State v. Grady, 372 N.C. 509 (Aug. 16, 2019)

On appeal from a decision of a divided panel of the Court of Appeals, ___ N.C. App. ___, 817 S.E.2d 18 (2018), the Supreme Court affirmed the Court of Appeals’ decision finding satellite-based monitoring (SBM) to be an unreasonable and therefore unconstitutional search in the defendant’s case. The court modified the lower court decision to apply it not just to the defendant, but also to all sex offenders subject to mandatory lifetime SBM based solely on their status as recidivists who are no longer on probation, parole, or post-release supervision. In this case, the trial judge conducting the defendant’s SBM determination hearing (on remand from the Supreme Court of the United States, Grady v. North Carolina, 135 S. Ct. 1368 (2015)), considered the State’s evidence of the defendant’s prior sex crimes, the defendant’s full criminal record, copies of G.S. 14-208.5 and -208.43, photographs of the equipment the State uses to administer the SBM program, and testimony from a probation supervisor on the operation of the SBM equipment and the nature of the program.
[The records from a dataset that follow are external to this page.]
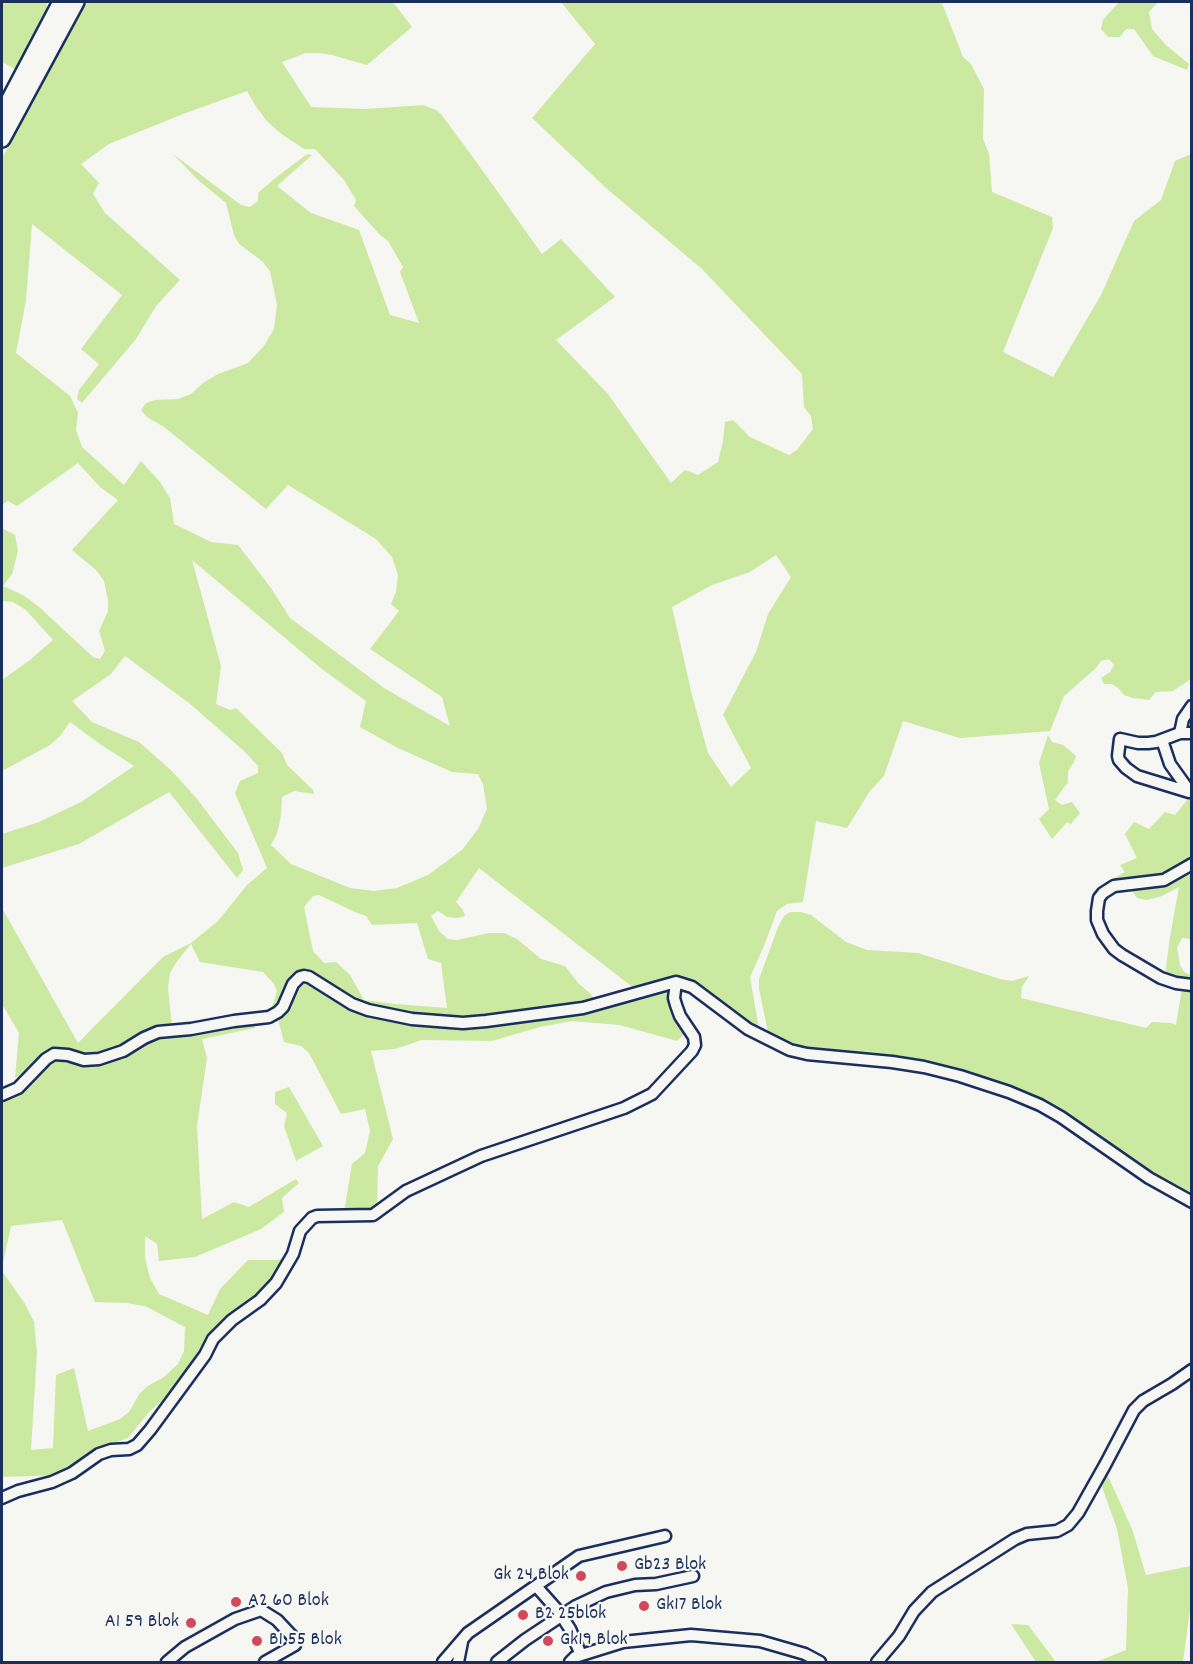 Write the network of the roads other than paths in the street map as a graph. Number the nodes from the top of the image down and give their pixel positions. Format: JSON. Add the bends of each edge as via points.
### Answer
{"nodes":[{"id":1,"x":61,"y":2,"type":"edge"},
{"id":2,"x":76,"y":2,"type":"edge"},
{"id":3,"x":2,"y":114,"type":"edge"},
{"id":4,"x":2,"y":139,"type":"edge"},
{"id":5,"x":1191,"y":706,"type":"edge"},
{"id":6,"x":1186,"y":733,"type":"edge"},
{"id":7,"x":1162,"y":740,"type":"junction"},
{"id":8,"x":1190,"y":793,"type":"edge"},
{"id":9,"x":1191,"y":864,"type":"edge"},
{"id":10,"x":676,"y":982,"type":"junction"},
{"id":11,"x":1191,"y":985,"type":"edge"},
{"id":12,"x":2,"y":1095,"type":"edge"},
{"id":13,"x":1191,"y":1202,"type":"edge"},
{"id":14,"x":1191,"y":1370,"type":"edge"},
{"id":15,"x":2,"y":1498,"type":"edge"},
{"id":16,"x":665,"y":1536,"type":"dead end"},
{"id":17,"x":693,"y":1576,"type":"dead end"},
{"id":18,"x":536,"y":1586,"type":"junction"},
{"id":19,"x":561,"y":1615,"type":"junction"},
{"id":20,"x":463,"y":1639,"type":"junction"},
{"id":21,"x":581,"y":1655,"type":"junction"},
{"id":22,"x":167,"y":1662,"type":"edge"},
{"id":23,"x":266,"y":1662,"type":"edge"},
{"id":24,"x":443,"y":1662,"type":"edge"},
{"id":25,"x":458,"y":1662,"type":"edge"},
{"id":26,"x":497,"y":1662,"type":"edge"},
{"id":27,"x":570,"y":1662,"type":"edge"},
{"id":28,"x":820,"y":1662,"type":"edge"},
{"id":29,"x":877,"y":1662,"type":"edge"}],
"edges":[{"from":1,"to":3,"type":"highway"},
{"from":2,"to":4,"type":"highway"},
{"from":5,"to":6,"type":"street","via":[[1183,719]]},
{"from":6,"to":7,"type":"street"},
{"from":7,"to":8,"type":"street","via":[[1170,764]]},
{"from":7,"to":8,"type":"street","via":[[1138,743],[1120,739],[1119,760],[1137,776]]},
{"from":9,"to":11,"type":"street","via":[[1164,880],[1114,886],[1103,893],[1097,920],[1103,934],[1122,955],[1161,978]]},
{"from":10,"to":12,"type":"street","via":[[583,1008],[463,1023],[368,1010],[304,976],[293,984],[283,1007],[269,1017],[158,1032],[99,1059],[54,1054],[18,1088]]},
{"from":10,"to":13,"type":"street","via":[[692,987],[748,1029],[790,1050],[924,1067],[1040,1105]]},
{"from":10,"to":15,"type":"street","via":[[675,1005],[695,1045],[652,1094],[624,1108],[481,1156],[406,1191],[373,1215],[312,1218],[300,1231],[293,1254],[276,1283],[213,1339],[137,1444],[99,1454],[72,1473]]},
{"from":14,"to":29,"type":"street","via":[[1134,1410],[1068,1525],[1057,1531],[1022,1536],[932,1592]]},
{"from":16,"to":18,"type":"street","via":[[579,1556]]},
{"from":17,"to":19,"type":"street","via":[[606,1592]]},
{"from":18,"to":19,"type":"street"},
{"from":18,"to":20,"type":"street"},
{"from":19,"to":21,"type":"street"},
{"from":19,"to":26,"type":"street"},
{"from":20,"to":24,"type":"street"},
{"from":20,"to":25,"type":"street"},
{"from":21,"to":27,"type":"street"},
{"from":21,"to":28,"type":"street","via":[[623,1642],[691,1635],[760,1641]]},
{"from":22,"to":23,"type":"street","via":[[185,1647],[261,1610],[292,1635],[295,1645]]}]} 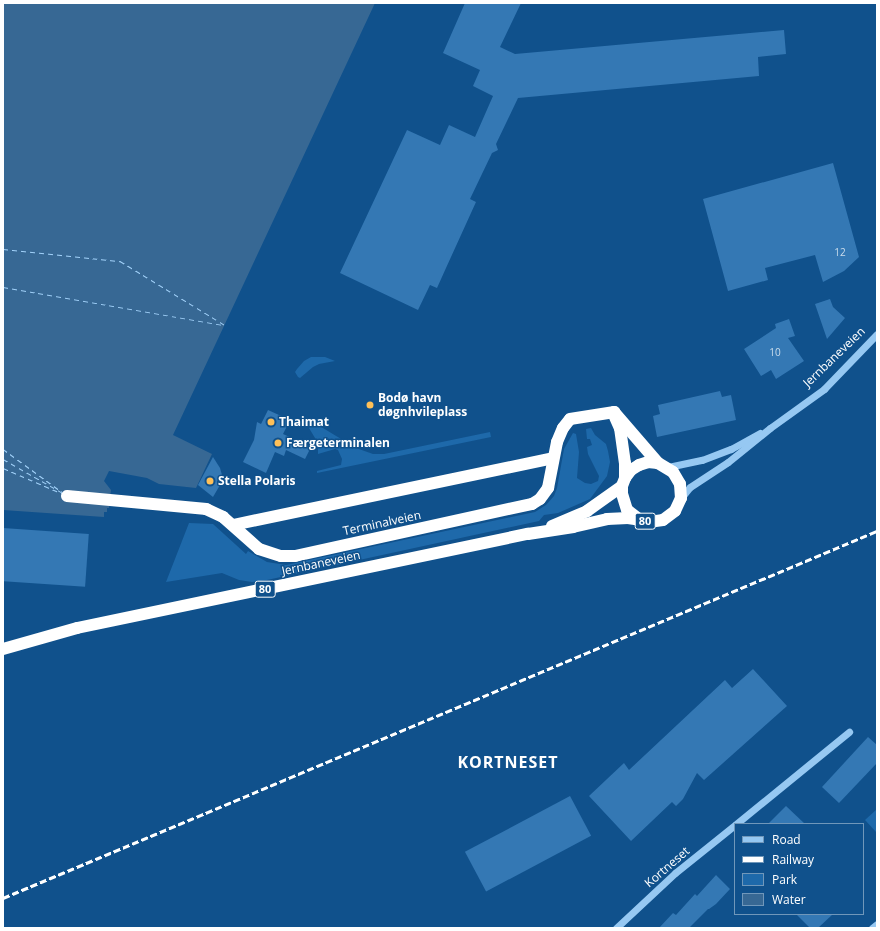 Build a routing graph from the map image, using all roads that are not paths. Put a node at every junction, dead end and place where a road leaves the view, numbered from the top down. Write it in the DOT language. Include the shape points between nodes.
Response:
graph roads {
  1 [pos="877,334"];
  2 [pos="614,412"];
  3 [pos="770,428"];
  4 [pos="553,458"];
  5 [pos="663,465"];
  6 [pos="624,482"];
  7 [pos="67,496"];
  8 [pos="681,498"];
  9 [pos="640,520"];
  10 [pos="233,525"];
  11 [pos="528,534"];
  12 [pos="3,648"];
  13 [pos="848,732"];
  14 [pos="737,823"];
  15 [pos="734,826"];
  16 [pos="877,924"];
  17 [pos="616,928"];
  18 [pos="872,928"];
  1 -- 3 [label="street, Jernbaneveien" via="824,389"];
  2 -- 4 [label="highway, Terminalveien" via="570,419 560,435"];
  2 -- 5 [label="highway"];
  2 -- 6 [label="highway, 80" via="620,428 625,463"];
  3 -- 5 [label="street, Jernbaneveien" via="702,460"];
  3 -- 8 [label="street, Jernbaneveien" via="690,488"];
  4 -- 10 [label="highway"];
  4 -- 10 [label="highway, Terminalveien" via="548,488 540,499 522,507 295,556 281,556 259,549"];
  5 -- 6 [label="highway, Jernbaneveien / 80" via="648,462 639,465 631,470"];
  5 -- 8 [label="highway" via="678,477"];
  6 -- 9 [label="highway, 80" via="622,494 627,510"];
  6 -- 11 [label="highway, Jernbaneveien / 80" via="587,511"];
  7 -- 10 [label="highway, Terminalveien" via="112,498 206,509 216,512"];
  8 -- 9 [label="highway, Jernbaneveien / 80" via="675,511 663,520"];
  9 -- 11 [label="highway, Jernbaneveien / 80" via="607,519"];
  11 -- 12 [label="highway, Jernbaneveien / 80" via="99,624"];
  13 -- 14 [label="street, Kortneset"];
  15 -- 17 [label="street, Kortneset" via="675,873"];
  16 -- 18 [label="street"];
} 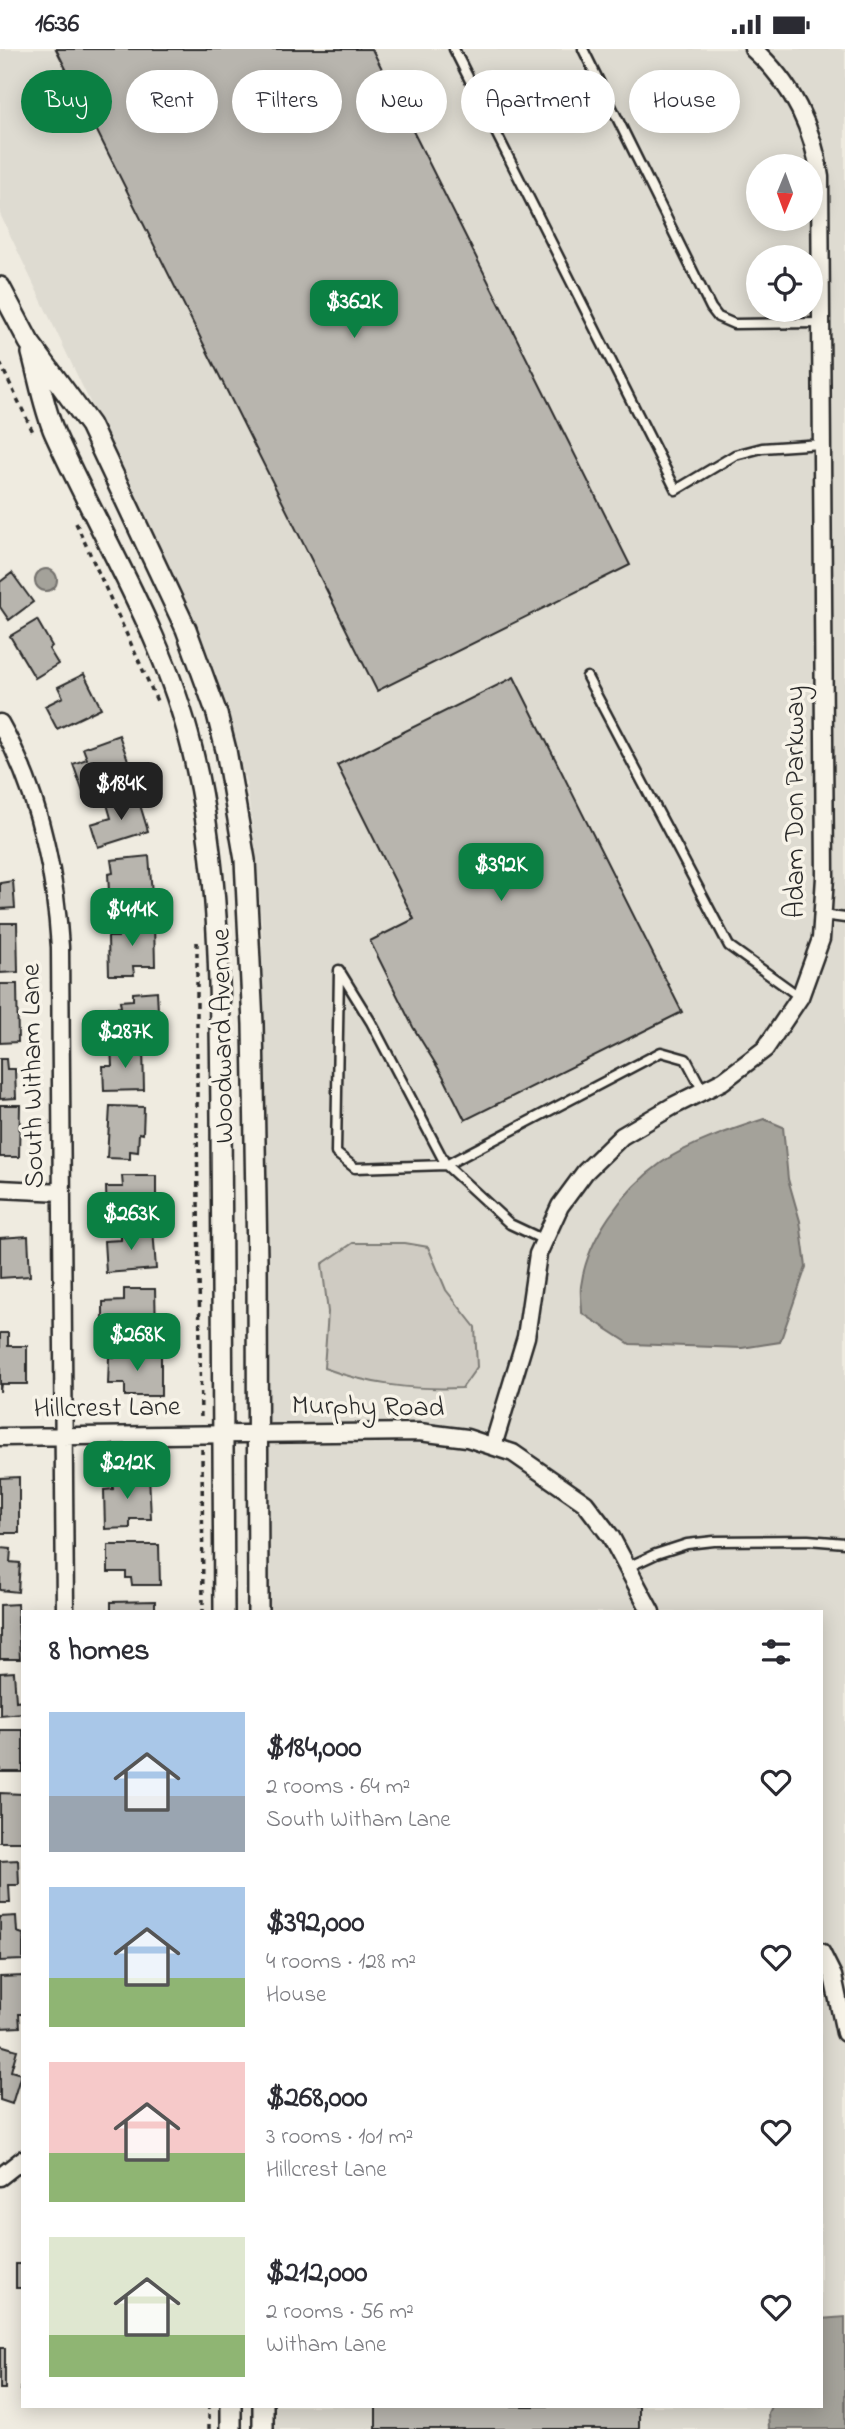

The defendant presented statistical reports, Community Corrections policy governing SBM, and an excerpt of SBM training materials for probation staff. Based on the totality of the circumstances, the trial judge entered an order concluding that SBM was a reasonable search as applied to the defendant and that the statute is facially constitutional, and ordered the defendant to enroll in SBM for life.

On appeal, the Court of Appeals concluded that although the defendant’s expectation of privacy was appreciably diminished as a sex offender, the State failed to prove that SBM was a reasonable search as applied to him under the Fourth Amendment. The State appealed as of right.

The Supreme Court declined to address the facial constitutionality of North Carolina’s SBM program in its entirety, instead addressing the program as applied to the narrower category of recidivists to which the defendant belongs. The court rejected the State’s argument that SBM was valid as a special needs search, because the State never identified any special need beyond the normal need for law enforcement, and because the defendant was no longer on probation or parole.

The court also found SBM unconstitutional under a reasonableness analysis, concluding that, given the totality of the circumstances, SBM’s intrusion into the defendant’s Fourth Amendment interests outweighed its promotion of legitimate governmental interests. As to the nature of the privacy interest, the court deemed SBM to be uniquely intrusive—presenting even greater privacy concerns than the cell-site location information at issue in Carpenter v. United States, 138 S. Ct. 2206 (2018). The court rejected the State’s arguments that felons generally and sex offenders in particular who have fully served their sentences have a diminished expectation of privacy. Regarding the character of the complained of intrusion, the court noted the absence of front-end discretion on the part of the judge who imposes SBM and the limited relief available on the back end through the Post-Release Supervision and Parole Commission, which has thus far declined all sixteen requests to terminate SBM filed under G.S. 14-208.43. Finally, as to the nature and purpose of the search, the court noted the State’s failure to provide evidence about how successfully the SBM program advances its stated purpose of protecting the public or any evidence regarding the recidivism rates of sex offenders. The court contrasted that lack of evidence with the copious evidence of student drug use the Supreme Court of the United States found critical in upholding random drug screening in Vernonia School District 47J v. Acton, 515 U.S. 646 (1995). Balancing those factors, the court determined that the State did not meet its burden of establishing the reasonableness of SBM for recidivists who have completed their sentence. The court concluded by emphasizing the limited scope of its holding, reiterating that it does not apply to SBM enrollees in other categories (for example, those enrolled based on an aggravated offense), regardless of whether they also happen to be a recidivist, or to enrollees still on parole, post-release supervision, or probation.

Justice Newby dissented, joined by Justice Morgan, arguing that the State’s paramount interest in protecting children outweighed the intrusion into the defendant’s diminished Fourth Amendment privacy interests, and that the SBM program is thus constitutional, both facially and as applied to the defendant.